Exercise directions »
Copy every line below where the string "JSON" is found.

-=-=-

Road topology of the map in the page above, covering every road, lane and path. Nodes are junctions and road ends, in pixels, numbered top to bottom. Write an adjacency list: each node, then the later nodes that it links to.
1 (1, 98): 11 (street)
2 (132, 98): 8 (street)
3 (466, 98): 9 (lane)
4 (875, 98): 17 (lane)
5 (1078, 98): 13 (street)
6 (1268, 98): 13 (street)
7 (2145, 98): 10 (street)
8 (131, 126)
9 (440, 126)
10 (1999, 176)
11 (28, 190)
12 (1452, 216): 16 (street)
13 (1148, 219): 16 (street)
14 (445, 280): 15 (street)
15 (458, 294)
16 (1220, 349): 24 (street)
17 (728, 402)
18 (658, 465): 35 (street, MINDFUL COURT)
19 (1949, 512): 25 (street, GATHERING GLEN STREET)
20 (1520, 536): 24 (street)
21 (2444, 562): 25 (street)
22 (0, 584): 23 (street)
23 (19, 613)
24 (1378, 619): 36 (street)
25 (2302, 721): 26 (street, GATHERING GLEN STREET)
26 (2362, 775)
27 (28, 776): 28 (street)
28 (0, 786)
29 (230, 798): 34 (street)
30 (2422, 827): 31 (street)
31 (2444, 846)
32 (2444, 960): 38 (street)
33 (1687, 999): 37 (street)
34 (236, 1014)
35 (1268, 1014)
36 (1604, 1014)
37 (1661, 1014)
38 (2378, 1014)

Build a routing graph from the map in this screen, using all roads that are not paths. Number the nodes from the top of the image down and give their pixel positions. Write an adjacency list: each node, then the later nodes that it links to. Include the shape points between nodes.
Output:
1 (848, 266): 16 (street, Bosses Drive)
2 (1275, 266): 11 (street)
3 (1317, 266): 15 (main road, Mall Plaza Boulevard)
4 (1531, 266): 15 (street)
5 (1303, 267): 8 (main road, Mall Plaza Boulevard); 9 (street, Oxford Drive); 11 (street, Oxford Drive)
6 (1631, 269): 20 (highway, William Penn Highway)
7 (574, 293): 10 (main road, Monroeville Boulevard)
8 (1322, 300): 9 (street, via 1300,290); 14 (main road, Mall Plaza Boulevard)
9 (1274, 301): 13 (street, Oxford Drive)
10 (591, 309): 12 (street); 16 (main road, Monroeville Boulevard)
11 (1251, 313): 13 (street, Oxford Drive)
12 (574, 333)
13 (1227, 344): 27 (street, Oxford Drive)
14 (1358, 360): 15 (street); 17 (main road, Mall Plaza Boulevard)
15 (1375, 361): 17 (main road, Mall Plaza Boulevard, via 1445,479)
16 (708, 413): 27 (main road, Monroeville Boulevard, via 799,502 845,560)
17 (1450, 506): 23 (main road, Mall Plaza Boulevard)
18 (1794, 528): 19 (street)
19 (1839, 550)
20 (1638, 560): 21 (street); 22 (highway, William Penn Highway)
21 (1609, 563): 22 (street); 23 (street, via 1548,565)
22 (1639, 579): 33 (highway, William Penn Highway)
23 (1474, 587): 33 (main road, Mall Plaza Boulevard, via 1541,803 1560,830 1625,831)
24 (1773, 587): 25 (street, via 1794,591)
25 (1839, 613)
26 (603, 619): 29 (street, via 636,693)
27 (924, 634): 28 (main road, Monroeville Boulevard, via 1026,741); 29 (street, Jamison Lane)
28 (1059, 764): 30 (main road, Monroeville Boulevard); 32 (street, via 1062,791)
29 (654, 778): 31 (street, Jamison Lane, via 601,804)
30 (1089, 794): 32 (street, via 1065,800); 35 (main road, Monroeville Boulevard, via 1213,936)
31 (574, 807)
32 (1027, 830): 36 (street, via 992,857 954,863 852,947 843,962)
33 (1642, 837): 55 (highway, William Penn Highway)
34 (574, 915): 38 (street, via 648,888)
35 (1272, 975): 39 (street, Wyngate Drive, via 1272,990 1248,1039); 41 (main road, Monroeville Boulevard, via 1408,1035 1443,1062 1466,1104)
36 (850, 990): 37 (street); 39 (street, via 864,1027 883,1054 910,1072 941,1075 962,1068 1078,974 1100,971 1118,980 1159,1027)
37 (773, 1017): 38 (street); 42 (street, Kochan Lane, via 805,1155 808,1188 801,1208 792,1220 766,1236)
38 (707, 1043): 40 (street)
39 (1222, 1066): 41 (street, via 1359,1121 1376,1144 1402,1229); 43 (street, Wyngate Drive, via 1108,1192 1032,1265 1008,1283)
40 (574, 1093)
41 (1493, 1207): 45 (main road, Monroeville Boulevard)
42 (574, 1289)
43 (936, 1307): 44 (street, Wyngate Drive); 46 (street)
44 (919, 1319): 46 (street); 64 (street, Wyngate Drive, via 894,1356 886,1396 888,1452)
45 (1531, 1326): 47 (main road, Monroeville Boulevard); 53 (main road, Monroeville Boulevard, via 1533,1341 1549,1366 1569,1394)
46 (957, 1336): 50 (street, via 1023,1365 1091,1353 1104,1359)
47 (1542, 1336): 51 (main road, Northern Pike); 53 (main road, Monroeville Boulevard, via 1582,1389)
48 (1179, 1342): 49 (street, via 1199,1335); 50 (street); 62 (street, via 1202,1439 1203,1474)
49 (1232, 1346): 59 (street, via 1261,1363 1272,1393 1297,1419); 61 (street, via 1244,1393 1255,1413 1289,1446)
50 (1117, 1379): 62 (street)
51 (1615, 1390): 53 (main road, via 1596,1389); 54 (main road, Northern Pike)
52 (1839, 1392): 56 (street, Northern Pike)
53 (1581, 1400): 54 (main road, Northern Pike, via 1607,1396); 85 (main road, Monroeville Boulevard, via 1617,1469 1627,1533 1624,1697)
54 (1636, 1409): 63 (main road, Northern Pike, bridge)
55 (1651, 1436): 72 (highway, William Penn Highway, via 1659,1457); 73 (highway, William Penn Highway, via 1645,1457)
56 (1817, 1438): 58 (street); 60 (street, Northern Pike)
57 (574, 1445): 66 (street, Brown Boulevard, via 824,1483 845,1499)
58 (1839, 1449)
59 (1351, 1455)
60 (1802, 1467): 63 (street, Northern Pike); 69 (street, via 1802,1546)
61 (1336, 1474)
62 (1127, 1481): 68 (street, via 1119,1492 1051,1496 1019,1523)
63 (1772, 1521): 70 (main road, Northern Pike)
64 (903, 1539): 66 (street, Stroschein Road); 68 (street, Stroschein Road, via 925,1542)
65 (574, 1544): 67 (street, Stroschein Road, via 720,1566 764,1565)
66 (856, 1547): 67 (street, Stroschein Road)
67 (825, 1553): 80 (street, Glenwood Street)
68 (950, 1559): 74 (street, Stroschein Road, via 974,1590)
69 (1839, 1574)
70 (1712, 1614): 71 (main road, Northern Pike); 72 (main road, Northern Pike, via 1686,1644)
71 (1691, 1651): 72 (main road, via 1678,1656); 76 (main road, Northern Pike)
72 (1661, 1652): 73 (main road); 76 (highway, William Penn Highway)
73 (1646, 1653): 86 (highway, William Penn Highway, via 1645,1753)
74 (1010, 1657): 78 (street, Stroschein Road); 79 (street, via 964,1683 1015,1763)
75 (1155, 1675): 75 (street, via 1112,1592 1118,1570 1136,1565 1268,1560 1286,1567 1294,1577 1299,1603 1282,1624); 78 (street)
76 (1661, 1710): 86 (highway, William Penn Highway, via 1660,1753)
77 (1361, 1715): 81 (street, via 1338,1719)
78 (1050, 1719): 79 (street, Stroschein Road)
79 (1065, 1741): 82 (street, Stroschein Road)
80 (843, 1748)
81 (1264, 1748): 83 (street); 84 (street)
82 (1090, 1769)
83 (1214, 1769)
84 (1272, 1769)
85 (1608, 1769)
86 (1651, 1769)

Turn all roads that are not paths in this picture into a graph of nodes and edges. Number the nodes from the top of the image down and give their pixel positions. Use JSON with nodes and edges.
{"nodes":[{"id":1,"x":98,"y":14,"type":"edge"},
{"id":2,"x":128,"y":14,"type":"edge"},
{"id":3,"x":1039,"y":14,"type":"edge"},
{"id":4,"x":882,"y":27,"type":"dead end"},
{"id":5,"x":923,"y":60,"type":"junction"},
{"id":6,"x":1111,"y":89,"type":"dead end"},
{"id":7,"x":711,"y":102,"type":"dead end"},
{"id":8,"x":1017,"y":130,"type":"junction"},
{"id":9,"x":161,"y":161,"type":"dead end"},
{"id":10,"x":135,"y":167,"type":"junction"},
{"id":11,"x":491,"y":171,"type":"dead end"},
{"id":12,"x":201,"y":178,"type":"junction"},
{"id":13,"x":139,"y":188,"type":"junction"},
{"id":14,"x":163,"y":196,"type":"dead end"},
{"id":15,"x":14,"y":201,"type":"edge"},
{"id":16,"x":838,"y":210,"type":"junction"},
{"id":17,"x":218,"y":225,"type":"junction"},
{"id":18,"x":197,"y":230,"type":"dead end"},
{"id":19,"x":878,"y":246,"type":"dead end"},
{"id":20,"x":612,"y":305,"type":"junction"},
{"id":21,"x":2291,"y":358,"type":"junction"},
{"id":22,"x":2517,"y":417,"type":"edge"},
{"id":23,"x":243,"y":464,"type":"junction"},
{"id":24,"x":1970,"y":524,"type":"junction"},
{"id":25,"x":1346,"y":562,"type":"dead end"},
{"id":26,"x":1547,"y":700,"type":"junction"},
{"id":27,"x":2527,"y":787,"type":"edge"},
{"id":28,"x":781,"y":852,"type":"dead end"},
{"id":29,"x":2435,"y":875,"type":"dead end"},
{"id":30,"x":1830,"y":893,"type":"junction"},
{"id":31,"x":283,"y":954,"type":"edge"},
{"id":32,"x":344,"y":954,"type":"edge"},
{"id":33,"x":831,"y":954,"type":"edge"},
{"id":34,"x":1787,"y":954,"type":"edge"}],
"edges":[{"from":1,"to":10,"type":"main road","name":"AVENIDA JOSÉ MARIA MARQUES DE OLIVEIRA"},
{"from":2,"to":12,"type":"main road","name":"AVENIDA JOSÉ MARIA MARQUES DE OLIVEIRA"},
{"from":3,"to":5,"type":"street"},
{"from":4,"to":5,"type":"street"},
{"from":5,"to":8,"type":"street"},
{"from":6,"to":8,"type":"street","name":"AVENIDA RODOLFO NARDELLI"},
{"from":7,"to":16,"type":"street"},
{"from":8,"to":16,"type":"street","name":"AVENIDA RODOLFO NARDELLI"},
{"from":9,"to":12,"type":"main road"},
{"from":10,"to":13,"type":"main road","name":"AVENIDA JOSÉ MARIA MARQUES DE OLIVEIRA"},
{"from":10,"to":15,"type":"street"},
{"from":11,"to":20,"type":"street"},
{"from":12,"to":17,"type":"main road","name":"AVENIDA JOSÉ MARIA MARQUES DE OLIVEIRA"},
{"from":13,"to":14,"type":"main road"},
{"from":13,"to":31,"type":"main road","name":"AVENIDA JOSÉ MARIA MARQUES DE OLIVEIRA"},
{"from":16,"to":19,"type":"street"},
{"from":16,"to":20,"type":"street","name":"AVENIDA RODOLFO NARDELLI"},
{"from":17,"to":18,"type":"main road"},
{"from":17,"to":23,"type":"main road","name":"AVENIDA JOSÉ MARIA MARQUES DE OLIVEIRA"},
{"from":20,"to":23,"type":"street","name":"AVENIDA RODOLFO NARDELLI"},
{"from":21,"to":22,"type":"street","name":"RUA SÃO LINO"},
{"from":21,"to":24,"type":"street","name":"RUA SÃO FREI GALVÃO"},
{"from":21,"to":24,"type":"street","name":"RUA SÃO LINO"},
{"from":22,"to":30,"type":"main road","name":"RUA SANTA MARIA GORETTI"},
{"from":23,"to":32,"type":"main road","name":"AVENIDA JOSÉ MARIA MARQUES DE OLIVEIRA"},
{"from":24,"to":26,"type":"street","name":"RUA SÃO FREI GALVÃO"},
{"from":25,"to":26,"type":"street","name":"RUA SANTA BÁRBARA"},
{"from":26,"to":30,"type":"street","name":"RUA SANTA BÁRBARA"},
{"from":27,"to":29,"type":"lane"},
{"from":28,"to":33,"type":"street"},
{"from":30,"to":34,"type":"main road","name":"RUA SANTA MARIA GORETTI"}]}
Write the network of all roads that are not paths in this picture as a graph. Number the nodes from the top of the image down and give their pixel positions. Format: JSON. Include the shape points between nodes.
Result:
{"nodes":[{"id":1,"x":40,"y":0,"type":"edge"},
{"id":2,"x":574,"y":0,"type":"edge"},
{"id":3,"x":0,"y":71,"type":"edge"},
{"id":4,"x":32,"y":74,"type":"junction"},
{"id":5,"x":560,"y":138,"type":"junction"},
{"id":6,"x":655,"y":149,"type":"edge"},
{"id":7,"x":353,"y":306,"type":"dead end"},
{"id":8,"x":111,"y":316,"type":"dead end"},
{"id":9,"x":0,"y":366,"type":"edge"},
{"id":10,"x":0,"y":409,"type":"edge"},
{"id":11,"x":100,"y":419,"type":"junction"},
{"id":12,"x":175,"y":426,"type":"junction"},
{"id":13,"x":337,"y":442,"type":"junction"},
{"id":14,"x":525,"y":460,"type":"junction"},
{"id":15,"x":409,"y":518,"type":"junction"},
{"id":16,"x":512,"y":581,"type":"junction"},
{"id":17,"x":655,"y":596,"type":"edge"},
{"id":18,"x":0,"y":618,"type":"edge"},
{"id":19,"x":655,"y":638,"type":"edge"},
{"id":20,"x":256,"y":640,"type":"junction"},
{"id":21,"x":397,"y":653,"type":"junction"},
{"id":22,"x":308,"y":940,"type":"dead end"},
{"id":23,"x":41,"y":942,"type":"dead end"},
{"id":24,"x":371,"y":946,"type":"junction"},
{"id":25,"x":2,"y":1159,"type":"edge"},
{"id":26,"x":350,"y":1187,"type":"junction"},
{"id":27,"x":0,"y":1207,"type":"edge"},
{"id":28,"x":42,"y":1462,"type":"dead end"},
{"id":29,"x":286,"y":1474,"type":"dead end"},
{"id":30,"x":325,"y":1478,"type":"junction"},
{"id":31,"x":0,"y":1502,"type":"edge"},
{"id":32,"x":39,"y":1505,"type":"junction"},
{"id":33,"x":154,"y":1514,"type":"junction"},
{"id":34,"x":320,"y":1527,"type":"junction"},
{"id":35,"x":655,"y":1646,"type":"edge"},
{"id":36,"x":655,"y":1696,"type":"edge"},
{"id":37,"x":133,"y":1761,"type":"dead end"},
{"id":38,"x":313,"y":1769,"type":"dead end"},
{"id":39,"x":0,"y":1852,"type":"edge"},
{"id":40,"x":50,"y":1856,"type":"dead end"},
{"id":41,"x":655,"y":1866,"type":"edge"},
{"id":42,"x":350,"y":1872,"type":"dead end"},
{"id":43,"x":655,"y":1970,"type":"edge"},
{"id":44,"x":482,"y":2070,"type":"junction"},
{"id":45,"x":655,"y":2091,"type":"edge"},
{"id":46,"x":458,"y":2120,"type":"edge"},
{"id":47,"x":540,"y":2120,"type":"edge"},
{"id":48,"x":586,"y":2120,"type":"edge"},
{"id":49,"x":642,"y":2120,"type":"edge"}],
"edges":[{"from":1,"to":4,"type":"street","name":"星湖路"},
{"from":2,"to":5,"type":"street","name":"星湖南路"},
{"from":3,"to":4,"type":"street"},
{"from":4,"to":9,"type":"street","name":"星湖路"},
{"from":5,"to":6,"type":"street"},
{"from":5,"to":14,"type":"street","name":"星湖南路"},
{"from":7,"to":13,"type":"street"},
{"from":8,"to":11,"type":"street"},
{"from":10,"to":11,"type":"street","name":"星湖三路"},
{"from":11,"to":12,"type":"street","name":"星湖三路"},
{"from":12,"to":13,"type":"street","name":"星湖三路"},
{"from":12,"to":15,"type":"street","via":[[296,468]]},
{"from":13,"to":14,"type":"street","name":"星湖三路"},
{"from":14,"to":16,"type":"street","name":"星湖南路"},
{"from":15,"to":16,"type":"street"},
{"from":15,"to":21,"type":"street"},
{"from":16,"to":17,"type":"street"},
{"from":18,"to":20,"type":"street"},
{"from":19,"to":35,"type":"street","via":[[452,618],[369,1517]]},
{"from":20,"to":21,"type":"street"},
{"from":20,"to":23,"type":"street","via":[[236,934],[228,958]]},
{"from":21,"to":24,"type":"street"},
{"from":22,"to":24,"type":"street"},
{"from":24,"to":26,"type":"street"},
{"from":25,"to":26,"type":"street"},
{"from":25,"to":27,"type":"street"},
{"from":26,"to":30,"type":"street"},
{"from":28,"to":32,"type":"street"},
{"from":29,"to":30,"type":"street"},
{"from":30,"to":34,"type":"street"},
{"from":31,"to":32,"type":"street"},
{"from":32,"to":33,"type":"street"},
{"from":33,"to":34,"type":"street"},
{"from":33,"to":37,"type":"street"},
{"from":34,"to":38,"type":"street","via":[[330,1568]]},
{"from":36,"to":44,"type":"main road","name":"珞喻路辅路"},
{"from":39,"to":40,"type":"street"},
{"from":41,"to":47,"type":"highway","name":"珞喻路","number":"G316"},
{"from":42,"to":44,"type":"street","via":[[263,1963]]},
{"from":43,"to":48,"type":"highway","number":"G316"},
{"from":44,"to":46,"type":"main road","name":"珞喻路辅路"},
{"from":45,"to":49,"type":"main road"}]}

-=-=-

Answer box »
Turn all roads that are not paths in this picture into a graph of nodes and edges. Number the nodes from the top of the image down and give their pixel positions. Use JSON with nodes and edges.
Write the network of all roads that are not paths in this picture as a graph. Number the nodes from the top of the image down and give their pixel positions. Format: JSON. Include the shape points between nodes.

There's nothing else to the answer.